Meanwhile, wholesale sales grew to $503.8 billion in December, which was 1.2 percent over November, and when compared to the same period last year, was up 1.7 percent from December 2019’s sales.
December’s gains helped narrow the inventory-to-sales ratio to 1.29. A declining ratio is welcome news, because it reflects an increasing demand for wholesale goods. Moreover, increased wholesale inventories indicate wholesalers’ anticipation of increased demand from the consumer sector, which drives roughly 70 percent of all U.S. economic activity.
Consumer prices were flat with the Consumer Price Index for All Urban Consumers grew by its fastest pace in five months in January, rising 0.3 percent for the month, according to last week’s report from the Bureau of Labor Statistics.
The big driver for January’s growth was energy prices, with gasoline prices rising 7.4 percent and the indexes for electricity and natural gas both rising 3.5 percent.
Meanwhile, the index for all items except for the volatile food and energy categories – known as core inflation – saw no change in January.
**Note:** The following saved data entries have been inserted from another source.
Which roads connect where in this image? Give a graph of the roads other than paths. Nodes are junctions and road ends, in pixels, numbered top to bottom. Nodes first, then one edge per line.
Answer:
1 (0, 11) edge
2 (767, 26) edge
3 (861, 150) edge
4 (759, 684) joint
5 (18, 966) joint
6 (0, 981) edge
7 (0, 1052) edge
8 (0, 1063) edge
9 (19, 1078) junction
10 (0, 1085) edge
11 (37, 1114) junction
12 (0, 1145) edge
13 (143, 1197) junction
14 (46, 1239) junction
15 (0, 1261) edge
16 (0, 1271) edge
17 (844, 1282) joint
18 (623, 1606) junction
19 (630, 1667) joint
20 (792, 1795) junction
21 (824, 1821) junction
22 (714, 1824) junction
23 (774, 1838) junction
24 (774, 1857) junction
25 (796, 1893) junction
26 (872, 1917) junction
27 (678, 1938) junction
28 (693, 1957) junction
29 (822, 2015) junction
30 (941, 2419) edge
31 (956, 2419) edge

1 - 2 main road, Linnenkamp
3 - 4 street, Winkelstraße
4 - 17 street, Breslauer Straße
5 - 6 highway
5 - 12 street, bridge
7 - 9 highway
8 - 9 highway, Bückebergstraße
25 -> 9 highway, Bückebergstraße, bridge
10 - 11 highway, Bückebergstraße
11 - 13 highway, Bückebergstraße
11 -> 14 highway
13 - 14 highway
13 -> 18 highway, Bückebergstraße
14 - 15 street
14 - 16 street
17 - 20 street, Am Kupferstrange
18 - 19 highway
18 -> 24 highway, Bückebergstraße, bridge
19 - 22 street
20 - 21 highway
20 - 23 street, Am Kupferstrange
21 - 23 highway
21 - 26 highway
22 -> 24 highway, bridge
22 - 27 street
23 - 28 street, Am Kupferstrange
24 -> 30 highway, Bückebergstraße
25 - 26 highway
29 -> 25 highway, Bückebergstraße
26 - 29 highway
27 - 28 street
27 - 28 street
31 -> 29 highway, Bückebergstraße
That said, the report, along with a push on Capitol Hill for a broad stimulus package, did prompt economists to start discussing increased inflation.
“Though inflation remained moderate at the start of year, the opening up of the economy, the possibility of a bigger stimulus package making it through Congress, and shortages of inputs all point to warmer inflation in coming months,” BMO Capital Markets senior economist Jennifer Lee told MarketWatch.
Initial Jobless Claims
Looking at weekly layoffs data, initial jobless claims filed by recently unemployed Americans during the week ending February 6th fell to 793,000, a drop of 19,000 claims from the previous week’s 812,000 claims, the Employment and Training Administration reported last week.
The four-week moving average, which is considered a more stable measure of jobless claims, declined to 823,000, which was 33,500 claims lower than the preceding week’s average of 856,500 claims.
“We’re stuck at this very high level of claims, but activity is picking up,” ZipRecruiter.com labor economist Julia Pollak told the New York Times.
This week, we can expect:
Wednesday – Retail sales for January and business inventories for December from the Census Bureau; industrial production and capacity utilization for January from the Federal Reserve.
Thursday – Initial jobless claims for last week from the Employment and Training Administration; housing starts and building permits for January from the Census Bureau and the Department of Housing and Urban Development; import prices for January from the Bureau of Labor Statistics.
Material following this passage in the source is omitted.